**Work required:** The expected reply is all of the data, returned exactly.

**Data for analysis:**
● ● ● ● ● ● ●
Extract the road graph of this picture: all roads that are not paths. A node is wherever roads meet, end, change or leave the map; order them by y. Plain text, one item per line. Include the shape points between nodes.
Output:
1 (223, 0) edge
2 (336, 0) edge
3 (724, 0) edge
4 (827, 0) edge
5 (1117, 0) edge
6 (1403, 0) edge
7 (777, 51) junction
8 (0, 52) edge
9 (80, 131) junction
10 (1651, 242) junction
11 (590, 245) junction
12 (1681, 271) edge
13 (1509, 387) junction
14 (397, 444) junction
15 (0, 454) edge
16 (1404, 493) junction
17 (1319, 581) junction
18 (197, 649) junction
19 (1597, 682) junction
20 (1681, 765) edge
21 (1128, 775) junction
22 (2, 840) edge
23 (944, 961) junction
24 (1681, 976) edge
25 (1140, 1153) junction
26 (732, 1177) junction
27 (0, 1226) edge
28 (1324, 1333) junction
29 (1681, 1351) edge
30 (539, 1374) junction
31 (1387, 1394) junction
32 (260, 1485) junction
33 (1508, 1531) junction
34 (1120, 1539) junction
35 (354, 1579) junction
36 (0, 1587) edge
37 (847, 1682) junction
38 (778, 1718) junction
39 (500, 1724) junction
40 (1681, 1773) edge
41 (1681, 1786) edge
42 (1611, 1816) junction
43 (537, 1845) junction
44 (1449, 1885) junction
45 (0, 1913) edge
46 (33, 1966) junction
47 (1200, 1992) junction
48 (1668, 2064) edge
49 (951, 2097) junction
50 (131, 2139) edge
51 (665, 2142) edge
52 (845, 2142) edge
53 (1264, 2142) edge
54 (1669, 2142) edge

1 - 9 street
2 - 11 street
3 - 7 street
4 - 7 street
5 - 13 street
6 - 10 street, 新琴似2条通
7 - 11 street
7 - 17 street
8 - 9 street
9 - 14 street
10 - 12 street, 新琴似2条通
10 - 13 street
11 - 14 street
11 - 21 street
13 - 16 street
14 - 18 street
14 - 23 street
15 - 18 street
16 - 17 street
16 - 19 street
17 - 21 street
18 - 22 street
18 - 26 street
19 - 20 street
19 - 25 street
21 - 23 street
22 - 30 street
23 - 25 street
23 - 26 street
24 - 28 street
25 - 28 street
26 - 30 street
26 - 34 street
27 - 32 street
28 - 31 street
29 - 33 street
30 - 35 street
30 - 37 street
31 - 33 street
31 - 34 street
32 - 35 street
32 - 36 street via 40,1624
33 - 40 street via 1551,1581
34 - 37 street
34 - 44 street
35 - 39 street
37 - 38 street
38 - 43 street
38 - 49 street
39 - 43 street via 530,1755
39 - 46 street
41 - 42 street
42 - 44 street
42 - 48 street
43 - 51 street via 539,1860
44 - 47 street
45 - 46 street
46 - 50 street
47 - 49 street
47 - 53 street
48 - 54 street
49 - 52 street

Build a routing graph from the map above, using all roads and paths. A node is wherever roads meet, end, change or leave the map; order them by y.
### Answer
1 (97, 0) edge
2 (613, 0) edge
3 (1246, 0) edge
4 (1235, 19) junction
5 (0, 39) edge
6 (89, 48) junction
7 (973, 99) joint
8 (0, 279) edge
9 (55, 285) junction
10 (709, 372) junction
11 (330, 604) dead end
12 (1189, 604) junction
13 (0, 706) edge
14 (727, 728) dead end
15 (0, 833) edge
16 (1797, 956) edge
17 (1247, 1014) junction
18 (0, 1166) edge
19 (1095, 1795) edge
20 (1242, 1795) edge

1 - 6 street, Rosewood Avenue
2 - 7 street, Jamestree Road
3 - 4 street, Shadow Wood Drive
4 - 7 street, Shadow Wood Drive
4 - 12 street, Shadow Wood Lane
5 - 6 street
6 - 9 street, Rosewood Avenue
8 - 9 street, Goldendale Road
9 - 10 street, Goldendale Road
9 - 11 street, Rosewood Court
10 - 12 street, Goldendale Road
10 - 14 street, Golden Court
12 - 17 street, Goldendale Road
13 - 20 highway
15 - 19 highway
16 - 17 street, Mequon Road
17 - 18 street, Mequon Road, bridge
● ● ● ● ● ● ●
**Your response:**
Extract the road graph of this picture: all roads that are not paths. A node is wherever roads meet, end, change or leave the map; order them by y. Plain text, one item per line. Include the shape points between nodes.
Output:
1 (223, 0) edge
2 (336, 0) edge
3 (724, 0) edge
4 (827, 0) edge
5 (1117, 0) edge
6 (1403, 0) edge
7 (777, 51) junction
8 (0, 52) edge
9 (80, 131) junction
10 (1651, 242) junction
11 (590, 245) junction
12 (1681, 271) edge
13 (1509, 387) junction
14 (397, 444) junction
15 (0, 454) edge
16 (1404, 493) junction
17 (1319, 581) junction
18 (197, 649) junction
19 (1597, 682) junction
20 (1681, 765) edge
21 (1128, 775) junction
22 (2, 840) edge
23 (944, 961) junction
24 (1681, 976) edge
25 (1140, 1153) junction
26 (732, 1177) junction
27 (0, 1226) edge
28 (1324, 1333) junction
29 (1681, 1351) edge
30 (539, 1374) junction
31 (1387, 1394) junction
32 (260, 1485) junction
33 (1508, 1531) junction
34 (1120, 1539) junction
35 (354, 1579) junction
36 (0, 1587) edge
37 (847, 1682) junction
38 (778, 1718) junction
39 (500, 1724) junction
40 (1681, 1773) edge
41 (1681, 1786) edge
42 (1611, 1816) junction
43 (537, 1845) junction
44 (1449, 1885) junction
45 (0, 1913) edge
46 (33, 1966) junction
47 (1200, 1992) junction
48 (1668, 2064) edge
49 (951, 2097) junction
50 (131, 2139) edge
51 (665, 2142) edge
52 (845, 2142) edge
53 (1264, 2142) edge
54 (1669, 2142) edge

1 - 9 street
2 - 11 street
3 - 7 street
4 - 7 street
5 - 13 street
6 - 10 street, 新琴似2条通
7 - 11 street
7 - 17 street
8 - 9 street
9 - 14 street
10 - 12 street, 新琴似2条通
10 - 13 street
11 - 14 street
11 - 21 street
13 - 16 street
14 - 18 street
14 - 23 street
15 - 18 street
16 - 17 street
16 - 19 street
17 - 21 street
18 - 22 street
18 - 26 street
19 - 20 street
19 - 25 street
21 - 23 street
22 - 30 street
23 - 25 street
23 - 26 street
24 - 28 street
25 - 28 street
26 - 30 street
26 - 34 street
27 - 32 street
28 - 31 street
29 - 33 street
30 - 35 street
30 - 37 street
31 - 33 street
31 - 34 street
32 - 35 street
32 - 36 street via 40,1624
33 - 40 street via 1551,1581
34 - 37 street
34 - 44 street
35 - 39 street
37 - 38 street
38 - 43 street
38 - 49 street
39 - 43 street via 530,1755
39 - 46 street
41 - 42 street
42 - 44 street
42 - 48 street
43 - 51 street via 539,1860
44 - 47 street
45 - 46 street
46 - 50 street
47 - 49 street
47 - 53 street
48 - 54 street
49 - 52 street

Build a routing graph from the map above, using all roads and paths. A node is wherever roads meet, end, change or leave the map; order them by y.
### Answer
1 (97, 0) edge
2 (613, 0) edge
3 (1246, 0) edge
4 (1235, 19) junction
5 (0, 39) edge
6 (89, 48) junction
7 (973, 99) joint
8 (0, 279) edge
9 (55, 285) junction
10 (709, 372) junction
11 (330, 604) dead end
12 (1189, 604) junction
13 (0, 706) edge
14 (727, 728) dead end
15 (0, 833) edge
16 (1797, 956) edge
17 (1247, 1014) junction
18 (0, 1166) edge
19 (1095, 1795) edge
20 (1242, 1795) edge

1 - 6 street, Rosewood Avenue
2 - 7 street, Jamestree Road
3 - 4 street, Shadow Wood Drive
4 - 7 street, Shadow Wood Drive
4 - 12 street, Shadow Wood Lane
5 - 6 street
6 - 9 street, Rosewood Avenue
8 - 9 street, Goldendale Road
9 - 10 street, Goldendale Road
9 - 11 street, Rosewood Court
10 - 12 street, Goldendale Road
10 - 14 street, Golden Court
12 - 17 street, Goldendale Road
13 - 20 highway
15 - 19 highway
16 - 17 street, Mequon Road
17 - 18 street, Mequon Road, bridge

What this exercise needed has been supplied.